* **Data records**:
^^^^
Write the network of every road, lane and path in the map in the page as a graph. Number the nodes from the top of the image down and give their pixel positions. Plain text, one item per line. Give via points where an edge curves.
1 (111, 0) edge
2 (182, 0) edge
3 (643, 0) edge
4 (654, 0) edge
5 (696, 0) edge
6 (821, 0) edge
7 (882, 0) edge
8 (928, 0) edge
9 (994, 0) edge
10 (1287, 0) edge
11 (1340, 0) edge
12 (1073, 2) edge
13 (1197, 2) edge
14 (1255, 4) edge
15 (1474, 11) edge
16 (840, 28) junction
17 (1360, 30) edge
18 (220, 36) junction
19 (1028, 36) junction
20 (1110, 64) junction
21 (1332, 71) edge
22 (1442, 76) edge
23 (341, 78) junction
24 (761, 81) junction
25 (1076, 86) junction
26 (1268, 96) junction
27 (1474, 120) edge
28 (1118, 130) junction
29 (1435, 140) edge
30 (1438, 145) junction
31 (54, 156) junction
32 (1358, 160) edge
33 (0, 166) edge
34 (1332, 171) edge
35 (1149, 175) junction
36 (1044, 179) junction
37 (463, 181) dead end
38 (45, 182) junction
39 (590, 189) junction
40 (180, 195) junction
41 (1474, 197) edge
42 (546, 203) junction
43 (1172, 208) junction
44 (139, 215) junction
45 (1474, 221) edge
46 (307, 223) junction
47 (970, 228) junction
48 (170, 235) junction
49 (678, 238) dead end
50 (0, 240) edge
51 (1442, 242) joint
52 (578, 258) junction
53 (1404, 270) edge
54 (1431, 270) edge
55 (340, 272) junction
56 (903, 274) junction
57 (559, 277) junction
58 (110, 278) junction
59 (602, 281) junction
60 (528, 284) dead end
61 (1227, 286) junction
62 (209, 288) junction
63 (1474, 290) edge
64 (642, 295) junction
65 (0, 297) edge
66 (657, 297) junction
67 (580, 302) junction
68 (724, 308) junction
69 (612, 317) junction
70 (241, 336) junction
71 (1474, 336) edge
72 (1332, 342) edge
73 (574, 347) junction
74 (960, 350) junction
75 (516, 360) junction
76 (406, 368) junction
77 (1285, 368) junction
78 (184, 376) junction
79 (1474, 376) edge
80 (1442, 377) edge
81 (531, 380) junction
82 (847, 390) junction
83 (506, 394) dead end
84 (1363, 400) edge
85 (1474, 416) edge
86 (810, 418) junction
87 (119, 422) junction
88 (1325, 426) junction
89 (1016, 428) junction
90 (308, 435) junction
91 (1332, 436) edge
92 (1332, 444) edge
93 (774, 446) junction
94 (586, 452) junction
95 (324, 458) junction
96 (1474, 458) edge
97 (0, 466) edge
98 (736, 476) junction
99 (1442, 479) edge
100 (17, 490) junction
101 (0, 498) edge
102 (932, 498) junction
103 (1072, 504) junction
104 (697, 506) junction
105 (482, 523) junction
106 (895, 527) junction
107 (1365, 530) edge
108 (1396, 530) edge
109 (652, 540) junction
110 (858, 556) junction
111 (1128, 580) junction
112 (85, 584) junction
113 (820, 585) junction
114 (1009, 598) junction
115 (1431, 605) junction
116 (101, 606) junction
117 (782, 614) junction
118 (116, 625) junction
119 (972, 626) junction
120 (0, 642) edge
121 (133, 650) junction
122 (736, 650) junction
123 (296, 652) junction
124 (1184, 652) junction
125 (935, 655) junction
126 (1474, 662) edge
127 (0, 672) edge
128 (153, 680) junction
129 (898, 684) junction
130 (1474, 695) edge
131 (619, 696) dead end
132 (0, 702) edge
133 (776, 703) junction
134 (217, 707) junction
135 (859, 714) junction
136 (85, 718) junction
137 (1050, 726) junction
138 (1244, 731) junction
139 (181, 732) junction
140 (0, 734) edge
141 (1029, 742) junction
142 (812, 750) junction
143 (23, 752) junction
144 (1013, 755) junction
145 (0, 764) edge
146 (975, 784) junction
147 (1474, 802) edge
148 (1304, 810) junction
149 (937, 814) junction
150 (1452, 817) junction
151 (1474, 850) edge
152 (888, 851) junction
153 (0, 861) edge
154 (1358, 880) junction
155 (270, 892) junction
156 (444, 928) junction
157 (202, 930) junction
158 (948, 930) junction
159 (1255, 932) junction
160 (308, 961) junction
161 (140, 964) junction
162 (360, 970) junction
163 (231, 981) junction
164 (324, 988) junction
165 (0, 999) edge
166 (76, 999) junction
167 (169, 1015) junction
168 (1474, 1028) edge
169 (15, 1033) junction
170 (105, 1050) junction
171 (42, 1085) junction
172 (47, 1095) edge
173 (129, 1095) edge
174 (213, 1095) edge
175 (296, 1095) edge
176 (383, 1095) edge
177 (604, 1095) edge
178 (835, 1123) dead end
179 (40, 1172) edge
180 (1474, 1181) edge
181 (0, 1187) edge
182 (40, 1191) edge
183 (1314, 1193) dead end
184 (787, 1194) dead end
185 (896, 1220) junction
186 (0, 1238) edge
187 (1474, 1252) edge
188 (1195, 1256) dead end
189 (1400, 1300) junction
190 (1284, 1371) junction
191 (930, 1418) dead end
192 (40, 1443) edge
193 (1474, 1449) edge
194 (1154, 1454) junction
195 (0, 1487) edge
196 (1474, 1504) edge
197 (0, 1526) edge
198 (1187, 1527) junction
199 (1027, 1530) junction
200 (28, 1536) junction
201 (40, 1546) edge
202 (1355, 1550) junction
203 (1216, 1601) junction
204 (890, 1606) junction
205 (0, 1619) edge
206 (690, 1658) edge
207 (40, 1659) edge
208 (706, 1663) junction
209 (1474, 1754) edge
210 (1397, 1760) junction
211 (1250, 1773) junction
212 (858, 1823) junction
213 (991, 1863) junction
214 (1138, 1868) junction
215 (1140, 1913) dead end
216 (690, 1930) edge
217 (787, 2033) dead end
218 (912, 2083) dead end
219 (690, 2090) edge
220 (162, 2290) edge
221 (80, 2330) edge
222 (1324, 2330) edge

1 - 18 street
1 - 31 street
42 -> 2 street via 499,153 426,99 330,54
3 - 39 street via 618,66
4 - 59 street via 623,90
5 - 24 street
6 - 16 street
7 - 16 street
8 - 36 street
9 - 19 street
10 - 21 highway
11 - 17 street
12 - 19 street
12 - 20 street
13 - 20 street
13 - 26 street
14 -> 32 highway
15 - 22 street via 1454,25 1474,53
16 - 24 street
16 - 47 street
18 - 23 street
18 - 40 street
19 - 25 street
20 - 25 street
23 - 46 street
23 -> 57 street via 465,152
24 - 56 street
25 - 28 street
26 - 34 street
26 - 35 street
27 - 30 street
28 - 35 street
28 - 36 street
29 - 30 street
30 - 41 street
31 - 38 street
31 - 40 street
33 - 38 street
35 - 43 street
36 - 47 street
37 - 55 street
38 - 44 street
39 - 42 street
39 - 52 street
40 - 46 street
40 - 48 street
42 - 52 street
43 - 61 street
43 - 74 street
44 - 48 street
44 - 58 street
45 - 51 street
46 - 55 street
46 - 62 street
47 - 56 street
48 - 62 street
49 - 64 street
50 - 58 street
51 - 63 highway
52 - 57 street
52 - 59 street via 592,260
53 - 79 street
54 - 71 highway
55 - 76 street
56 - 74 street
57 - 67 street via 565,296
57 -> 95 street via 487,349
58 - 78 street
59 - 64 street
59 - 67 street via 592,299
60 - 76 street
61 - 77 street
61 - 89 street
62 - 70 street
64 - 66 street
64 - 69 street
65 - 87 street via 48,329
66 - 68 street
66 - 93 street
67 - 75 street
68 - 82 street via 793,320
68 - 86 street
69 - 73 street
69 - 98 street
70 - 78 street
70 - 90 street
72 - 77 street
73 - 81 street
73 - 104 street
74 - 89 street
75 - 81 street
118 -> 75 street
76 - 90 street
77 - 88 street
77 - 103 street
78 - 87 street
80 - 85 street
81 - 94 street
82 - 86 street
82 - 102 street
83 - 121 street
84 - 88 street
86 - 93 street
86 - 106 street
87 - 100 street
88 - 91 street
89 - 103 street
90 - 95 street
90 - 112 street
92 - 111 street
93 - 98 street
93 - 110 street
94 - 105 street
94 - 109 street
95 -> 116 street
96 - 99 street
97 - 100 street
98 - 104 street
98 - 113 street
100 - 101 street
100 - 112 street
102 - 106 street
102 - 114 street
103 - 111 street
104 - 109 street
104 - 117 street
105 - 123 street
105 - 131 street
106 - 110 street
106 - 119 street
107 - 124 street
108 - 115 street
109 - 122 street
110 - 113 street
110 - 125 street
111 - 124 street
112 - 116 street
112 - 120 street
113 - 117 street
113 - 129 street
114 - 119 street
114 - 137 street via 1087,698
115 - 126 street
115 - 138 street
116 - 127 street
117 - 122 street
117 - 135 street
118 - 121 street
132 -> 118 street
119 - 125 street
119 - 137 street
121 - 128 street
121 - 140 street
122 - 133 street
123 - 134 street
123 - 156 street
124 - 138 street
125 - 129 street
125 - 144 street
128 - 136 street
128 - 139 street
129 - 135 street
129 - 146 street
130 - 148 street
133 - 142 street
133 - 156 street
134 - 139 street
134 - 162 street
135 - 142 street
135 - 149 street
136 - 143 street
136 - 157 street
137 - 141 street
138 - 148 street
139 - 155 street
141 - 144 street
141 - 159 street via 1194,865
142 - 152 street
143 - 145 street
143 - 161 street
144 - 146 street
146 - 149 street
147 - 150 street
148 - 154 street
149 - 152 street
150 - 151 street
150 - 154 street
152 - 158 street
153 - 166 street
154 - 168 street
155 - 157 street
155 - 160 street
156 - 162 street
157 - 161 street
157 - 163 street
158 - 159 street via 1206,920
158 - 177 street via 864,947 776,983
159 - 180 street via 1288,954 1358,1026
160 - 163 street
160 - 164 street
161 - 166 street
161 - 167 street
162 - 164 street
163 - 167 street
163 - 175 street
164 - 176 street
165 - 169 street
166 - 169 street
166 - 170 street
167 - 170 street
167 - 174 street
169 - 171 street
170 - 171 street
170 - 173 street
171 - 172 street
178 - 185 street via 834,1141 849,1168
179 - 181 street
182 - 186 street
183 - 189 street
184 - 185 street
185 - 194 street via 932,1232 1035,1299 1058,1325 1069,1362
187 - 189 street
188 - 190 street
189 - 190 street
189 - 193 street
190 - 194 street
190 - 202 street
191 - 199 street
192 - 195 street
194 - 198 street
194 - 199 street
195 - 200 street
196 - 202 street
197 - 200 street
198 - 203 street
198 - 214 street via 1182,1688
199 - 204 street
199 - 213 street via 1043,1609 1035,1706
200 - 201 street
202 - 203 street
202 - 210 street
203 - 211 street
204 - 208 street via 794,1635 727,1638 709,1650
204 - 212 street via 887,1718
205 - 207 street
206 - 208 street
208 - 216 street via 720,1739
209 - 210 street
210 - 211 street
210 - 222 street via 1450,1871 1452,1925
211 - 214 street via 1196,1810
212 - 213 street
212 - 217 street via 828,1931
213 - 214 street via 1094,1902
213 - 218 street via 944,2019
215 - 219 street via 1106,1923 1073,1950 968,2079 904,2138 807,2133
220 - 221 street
^^^^
Show all lines of the material in which the word "highway" can be found.

* **Solved exercise**:
10 - 21 highway
14 -> 32 highway
51 - 63 highway
54 - 71 highway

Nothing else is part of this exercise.